Saved data entries
____________
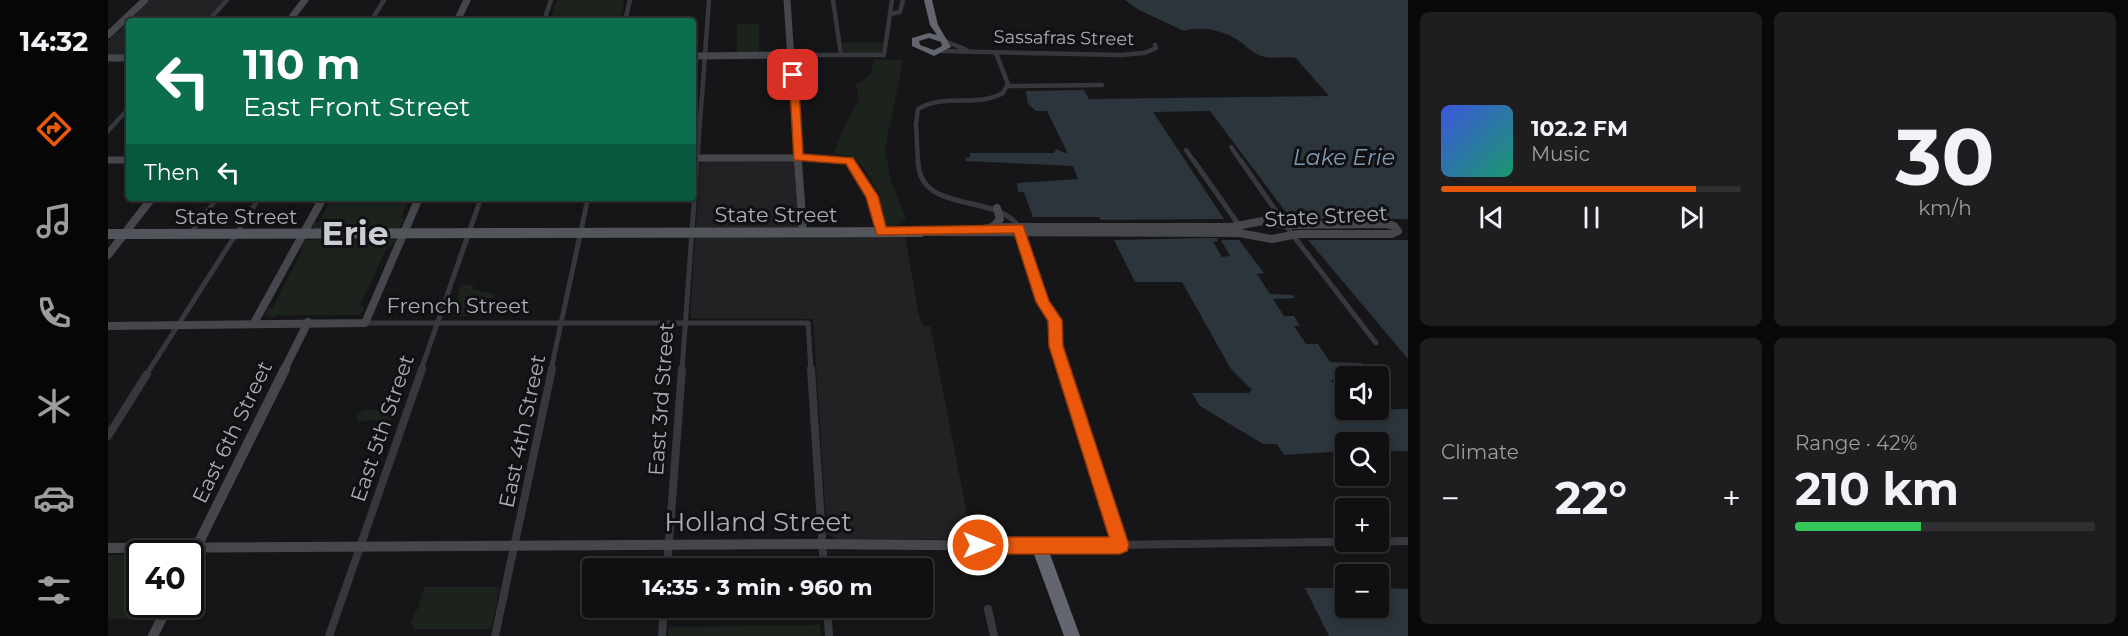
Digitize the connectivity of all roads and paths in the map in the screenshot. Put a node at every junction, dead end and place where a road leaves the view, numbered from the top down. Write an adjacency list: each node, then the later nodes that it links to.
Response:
1 (145, 0): 22 (street)
2 (227, 0): 16 (street)
3 (305, 0): 17 (street)
4 (384, 0): 18 (street)
5 (467, 0): 19 (street)
6 (551, 0): 20 (street)
7 (630, 0): 21 (street)
8 (709, 0): 31 (street, East 3rd Street)
9 (787, 0): 32 (street)
10 (833, 0): 29 (street)
11 (892, 0): 15 (street)
12 (903, 0): 15 (street)
13 (922, 0): 23 (highway)
14 (928, 0): 24 (highway)
15 (891, 14): 29 (street)
16 (211, 18)
17 (291, 18)
18 (373, 18)
19 (458, 18)
20 (545, 18)
21 (626, 18)
22 (108, 35)
23 (921, 36): 24 (highway); 27 (highway)
24 (945, 41): 26 (street, Sassafras Street); 27 (highway)
25 (1155, 45): 28 (street, Sassafras Street)
26 (967, 50): 27 (street, Sassafras Street); 28 (street, Sassafras Street)
27 (942, 51)
28 (996, 53): 36 (street)
29 (842, 55): 32 (street)
30 (696, 56): 31 (street)
31 (705, 56): 32 (street); 40 (street, East 3rd Street)
32 (791, 56): 43 (street)
33 (108, 58): 34 (street)
34 (126, 58)
35 (1102, 85): 36 (street)
36 (1008, 86): 54 (street)
37 (126, 111): 38 (street)
38 (108, 131)
39 (1231, 147): 55 (street)
40 (696, 148)
41 (1186, 150): 56 (street)
42 (696, 158): 43 (street)
43 (798, 158): 62 (street); 63 (street)
44 (108, 160): 45 (street)
45 (126, 160)
46 (150, 201): 68 (street)
47 (257, 201): 70 (street)
48 (321, 201): 71 (street)
49 (418, 201): 65 (street)
50 (480, 201): 66 (street, East 5th Street)
51 (587, 201): 60 (street, East 4th Street)
52 (693, 201): 61 (street, East 3rd Street)
53 (213, 204): 69 (street)
54 (997, 208): 57 (street); 59 (street)
55 (1286, 225): 56 (street, State Street); 73 (street); 73 (street, State Street)
56 (1239, 226): 59 (street, State Street); 72 (street)
57 (993, 227): 58 (street, State Street); 59 (street, State Street)
58 (975, 231): 59 (street, State Street); 64 (street, State Street)
59 (1020, 231): 72 (street, State Street); 90 (street)
60 (581, 232): 61 (main road, State Street); 66 (main road, State Street); 79 (street, East 4th Street)
61 (692, 232): 62 (main road, State Street); 80 (street, East 3rd Street)
62 (802, 232): 63 (main road, State Street)
63 (881, 232): 64 (main road, State Street)
64 (921, 232)
65 (405, 233): 66 (main road, State Street); 71 (main road, State Street); 77 (street)
66 (470, 233): 78 (street, East 5th Street)
67 (108, 234): 68 (main road, State Street)
68 (124, 234): 69 (main road, State Street); 74 (street)
69 (190, 234): 70 (main road, State Street)
70 (237, 234): 71 (main road, State Street); 81 (street)
71 (303, 234): 76 (street)
72 (1245, 234): 73 (street, State Street)
73 (1292, 234): 83 (street)
74 (108, 255)
75 (308, 322): 76 (street, French Street); 77 (street, French Street); 85 (street, East 6th Street)
76 (254, 323): 81 (street, French Street)
77 (365, 323): 78 (street, French Street)
78 (438, 324): 79 (street, French Street); 91 (street, East 5th Street)
79 (562, 324): 80 (street, French Street); 89 (street, East 4th Street)
80 (685, 324): 87 (street, East 3rd Street); 88 (street, French Street)
81 (178, 325): 82 (street, French Street); 84 (street)
82 (108, 326)
83 (1376, 344)
84 (108, 436)
85 (200, 540)
86 (1408, 541): 90 (street, Holland Street)
87 (669, 544): 88 (street, Holland Street); 89 (street, Holland Street); 96 (street, East 3rd Street)
88 (823, 544): 92 (street, Holland Street); 97 (street)
89 (514, 545): 91 (street, Holland Street); 104 (street, East 4th Street)
90 (1120, 545): 92 (street, Holland Street)
91 (360, 546): 95 (street, Holland Street); 103 (street, East 5th Street)
92 (1039, 546): 108 (highway)
93 (108, 548): 94 (street, Holland Street)
94 (126, 548)
95 (204, 548)
96 (668, 558)
97 (824, 558)
98 (988, 609): 107 (street)
99 (162, 618): 102 (street)
100 (663, 618): 105 (street)
101 (828, 618): 106 (street)
102 (153, 636)
103 (329, 636)
104 (495, 636)
105 (662, 636)
106 (829, 636)
107 (994, 636)
108 (1072, 636)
____________
ASSIGNED TASK | Set down all the lines above exactly as they appear, with no pictures.

SOLVED PROBLEM |
Digitize the connectivity of all roads and paths in the map in the screenshot. Put a node at every junction, dead end and place where a road leaves the view, numbered from the top down. Write an adjacency list: each node, then the later nodes that it links to.
Response:
1 (145, 0): 22 (street)
2 (227, 0): 16 (street)
3 (305, 0): 17 (street)
4 (384, 0): 18 (street)
5 (467, 0): 19 (street)
6 (551, 0): 20 (street)
7 (630, 0): 21 (street)
8 (709, 0): 31 (street, East 3rd Street)
9 (787, 0): 32 (street)
10 (833, 0): 29 (street)
11 (892, 0): 15 (street)
12 (903, 0): 15 (street)
13 (922, 0): 23 (highway)
14 (928, 0): 24 (highway)
15 (891, 14): 29 (street)
16 (211, 18)
17 (291, 18)
18 (373, 18)
19 (458, 18)
20 (545, 18)
21 (626, 18)
22 (108, 35)
23 (921, 36): 24 (highway); 27 (highway)
24 (945, 41): 26 (street, Sassafras Street); 27 (highway)
25 (1155, 45): 28 (street, Sassafras Street)
26 (967, 50): 27 (street, Sassafras Street); 28 (street, Sassafras Street)
27 (942, 51)
28 (996, 53): 36 (street)
29 (842, 55): 32 (street)
30 (696, 56): 31 (street)
31 (705, 56): 32 (street); 40 (street, East 3rd Street)
32 (791, 56): 43 (street)
33 (108, 58): 34 (street)
34 (126, 58)
35 (1102, 85): 36 (street)
36 (1008, 86): 54 (street)
37 (126, 111): 38 (street)
38 (108, 131)
39 (1231, 147): 55 (street)
40 (696, 148)
41 (1186, 150): 56 (street)
42 (696, 158): 43 (street)
43 (798, 158): 62 (street); 63 (street)
44 (108, 160): 45 (street)
45 (126, 160)
46 (150, 201): 68 (street)
47 (257, 201): 70 (street)
48 (321, 201): 71 (street)
49 (418, 201): 65 (street)
50 (480, 201): 66 (street, East 5th Street)
51 (587, 201): 60 (street, East 4th Street)
52 (693, 201): 61 (street, East 3rd Street)
53 (213, 204): 69 (street)
54 (997, 208): 57 (street); 59 (street)
55 (1286, 225): 56 (street, State Street); 73 (street); 73 (street, State Street)
56 (1239, 226): 59 (street, State Street); 72 (street)
57 (993, 227): 58 (street, State Street); 59 (street, State Street)
58 (975, 231): 59 (street, State Street); 64 (street, State Street)
59 (1020, 231): 72 (street, State Street); 90 (street)
60 (581, 232): 61 (main road, State Street); 66 (main road, State Street); 79 (street, East 4th Street)
61 (692, 232): 62 (main road, State Street); 80 (street, East 3rd Street)
62 (802, 232): 63 (main road, State Street)
63 (881, 232): 64 (main road, State Street)
64 (921, 232)
65 (405, 233): 66 (main road, State Street); 71 (main road, State Street); 77 (street)
66 (470, 233): 78 (street, East 5th Street)
67 (108, 234): 68 (main road, State Street)
68 (124, 234): 69 (main road, State Street); 74 (street)
69 (190, 234): 70 (main road, State Street)
70 (237, 234): 71 (main road, State Street); 81 (street)
71 (303, 234): 76 (street)
72 (1245, 234): 73 (street, State Street)
73 (1292, 234): 83 (street)
74 (108, 255)
75 (308, 322): 76 (street, French Street); 77 (street, French Street); 85 (street, East 6th Street)
76 (254, 323): 81 (street, French Street)
77 (365, 323): 78 (street, French Street)
78 (438, 324): 79 (street, French Street); 91 (street, East 5th Street)
79 (562, 324): 80 (street, French Street); 89 (street, East 4th Street)
80 (685, 324): 87 (street, East 3rd Street); 88 (street, French Street)
81 (178, 325): 82 (street, French Street); 84 (street)
82 (108, 326)
83 (1376, 344)
84 (108, 436)
85 (200, 540)
86 (1408, 541): 90 (street, Holland Street)
87 (669, 544): 88 (street, Holland Street); 89 (street, Holland Street); 96 (street, East 3rd Street)
88 (823, 544): 92 (street, Holland Street); 97 (street)
89 (514, 545): 91 (street, Holland Street); 104 (street, East 4th Street)
90 (1120, 545): 92 (street, Holland Street)
91 (360, 546): 95 (street, Holland Street); 103 (street, East 5th Street)
92 (1039, 546): 108 (highway)
93 (108, 548): 94 (street, Holland Street)
94 (126, 548)
95 (204, 548)
96 (668, 558)
97 (824, 558)
98 (988, 609): 107 (street)
99 (162, 618): 102 (street)
100 (663, 618): 105 (street)
101 (828, 618): 106 (street)
102 (153, 636)
103 (329, 636)
104 (495, 636)
105 (662, 636)
106 (829, 636)
107 (994, 636)
108 (1072, 636)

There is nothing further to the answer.